In this talk, I describe an integrated approach for dynamic scale out and recovery of stateful stream processing operators. The idea is to expose internal operator state explicitly to the stream processing system through a set of state management primitives. Externalised operator state is checkpointed periodically and backed up by the system. In addition, the system identifies operator bottlenecks and automatically scales them out by allocating new VMs. We evaluate this approach as part of the SEEP experimental stream processing system on the Amazon EC2 cloud platform and show that it can scale automatically, while recovering quickly from failures.

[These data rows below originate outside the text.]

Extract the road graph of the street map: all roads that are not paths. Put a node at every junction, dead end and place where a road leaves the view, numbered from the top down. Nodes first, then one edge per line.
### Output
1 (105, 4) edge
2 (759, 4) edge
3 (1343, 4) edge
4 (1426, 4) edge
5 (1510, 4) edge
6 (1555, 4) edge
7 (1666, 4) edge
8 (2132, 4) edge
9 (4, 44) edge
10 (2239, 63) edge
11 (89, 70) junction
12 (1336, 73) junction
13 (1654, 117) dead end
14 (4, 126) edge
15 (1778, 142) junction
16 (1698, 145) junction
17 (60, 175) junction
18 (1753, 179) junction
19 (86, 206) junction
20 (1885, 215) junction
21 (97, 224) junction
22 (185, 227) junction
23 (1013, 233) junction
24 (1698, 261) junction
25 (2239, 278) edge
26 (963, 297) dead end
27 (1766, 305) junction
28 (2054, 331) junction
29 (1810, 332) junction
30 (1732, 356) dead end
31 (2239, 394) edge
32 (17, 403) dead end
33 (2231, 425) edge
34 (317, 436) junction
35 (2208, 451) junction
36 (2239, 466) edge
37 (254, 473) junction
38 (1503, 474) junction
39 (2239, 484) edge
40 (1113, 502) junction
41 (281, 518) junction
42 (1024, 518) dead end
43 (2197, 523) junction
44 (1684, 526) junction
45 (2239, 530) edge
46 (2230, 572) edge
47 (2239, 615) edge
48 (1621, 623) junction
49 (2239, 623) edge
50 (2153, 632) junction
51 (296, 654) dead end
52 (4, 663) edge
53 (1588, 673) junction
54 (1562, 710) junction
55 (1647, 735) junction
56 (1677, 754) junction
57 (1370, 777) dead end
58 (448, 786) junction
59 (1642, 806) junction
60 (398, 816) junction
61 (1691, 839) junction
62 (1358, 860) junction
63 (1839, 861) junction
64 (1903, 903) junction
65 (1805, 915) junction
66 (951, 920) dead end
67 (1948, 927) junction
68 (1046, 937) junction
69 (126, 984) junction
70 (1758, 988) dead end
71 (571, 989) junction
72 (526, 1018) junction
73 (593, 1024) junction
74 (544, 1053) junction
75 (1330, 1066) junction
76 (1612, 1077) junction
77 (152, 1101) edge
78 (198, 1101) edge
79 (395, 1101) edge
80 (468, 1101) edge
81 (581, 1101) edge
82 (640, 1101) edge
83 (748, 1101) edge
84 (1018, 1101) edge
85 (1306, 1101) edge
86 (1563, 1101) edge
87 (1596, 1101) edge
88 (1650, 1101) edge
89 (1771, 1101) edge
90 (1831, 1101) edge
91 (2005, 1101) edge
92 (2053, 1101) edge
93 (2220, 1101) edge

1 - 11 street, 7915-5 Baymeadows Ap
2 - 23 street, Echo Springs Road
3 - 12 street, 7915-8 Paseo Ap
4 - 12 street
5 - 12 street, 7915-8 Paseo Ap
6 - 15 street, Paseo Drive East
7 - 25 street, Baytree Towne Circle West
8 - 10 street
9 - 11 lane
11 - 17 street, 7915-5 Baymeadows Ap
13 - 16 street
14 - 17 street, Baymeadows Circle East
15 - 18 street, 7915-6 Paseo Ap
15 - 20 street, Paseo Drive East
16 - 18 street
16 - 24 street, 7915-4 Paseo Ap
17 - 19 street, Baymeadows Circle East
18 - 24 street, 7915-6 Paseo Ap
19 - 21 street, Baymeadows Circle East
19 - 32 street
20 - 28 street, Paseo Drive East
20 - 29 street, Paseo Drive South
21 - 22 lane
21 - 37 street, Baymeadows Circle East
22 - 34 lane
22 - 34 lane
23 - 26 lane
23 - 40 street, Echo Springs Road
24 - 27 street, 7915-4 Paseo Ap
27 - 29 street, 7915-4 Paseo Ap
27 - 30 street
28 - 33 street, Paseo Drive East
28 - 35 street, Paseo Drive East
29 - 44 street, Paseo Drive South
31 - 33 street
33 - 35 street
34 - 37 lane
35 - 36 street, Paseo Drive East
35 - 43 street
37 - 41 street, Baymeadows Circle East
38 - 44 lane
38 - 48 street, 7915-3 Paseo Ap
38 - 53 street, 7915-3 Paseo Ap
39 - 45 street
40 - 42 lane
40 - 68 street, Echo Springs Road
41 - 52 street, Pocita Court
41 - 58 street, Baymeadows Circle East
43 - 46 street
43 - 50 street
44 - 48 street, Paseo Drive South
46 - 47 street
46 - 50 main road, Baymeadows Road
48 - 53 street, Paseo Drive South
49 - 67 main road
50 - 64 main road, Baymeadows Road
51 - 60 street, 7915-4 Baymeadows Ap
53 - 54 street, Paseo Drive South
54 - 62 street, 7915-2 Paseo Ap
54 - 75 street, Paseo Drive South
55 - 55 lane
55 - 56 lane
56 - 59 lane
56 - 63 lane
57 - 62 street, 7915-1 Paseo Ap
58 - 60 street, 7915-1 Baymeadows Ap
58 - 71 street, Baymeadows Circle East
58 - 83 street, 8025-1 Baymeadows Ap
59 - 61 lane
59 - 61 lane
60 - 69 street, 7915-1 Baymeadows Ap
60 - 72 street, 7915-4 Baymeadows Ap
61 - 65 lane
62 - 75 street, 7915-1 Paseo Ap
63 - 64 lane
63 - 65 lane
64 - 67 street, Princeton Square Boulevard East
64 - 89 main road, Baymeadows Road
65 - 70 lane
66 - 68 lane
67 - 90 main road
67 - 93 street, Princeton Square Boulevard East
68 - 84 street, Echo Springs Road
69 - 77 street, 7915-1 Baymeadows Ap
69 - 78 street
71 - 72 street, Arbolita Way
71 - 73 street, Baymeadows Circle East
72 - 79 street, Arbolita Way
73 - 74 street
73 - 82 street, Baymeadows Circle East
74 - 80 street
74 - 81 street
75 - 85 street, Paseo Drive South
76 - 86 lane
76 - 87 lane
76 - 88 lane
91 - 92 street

(This work was presented at SIGMOD'13.)
Bio: Peter Pietzuch is a Senior Lecturer at Imperial College London, leading the Large-scale Distributed Systems (LSDS) group in the Department of Computing. His research focuses on the design and engineering of scalable, reliable and secure large-scale software systems, with a particular interest in data management and networking issues. He has published over sixty research papers in international venues, including USENIX ATC, NSDI, SIGMOD, VLDB, ICDE, ICDCS, Middleware and DEBS. He has co-authored a book on Distributed Event-based Systems published by Springer. Before joining Imperial College, he was a post-doctoral fellow at Harvard University. He holds PhD and MA degrees from the University of Cambridge.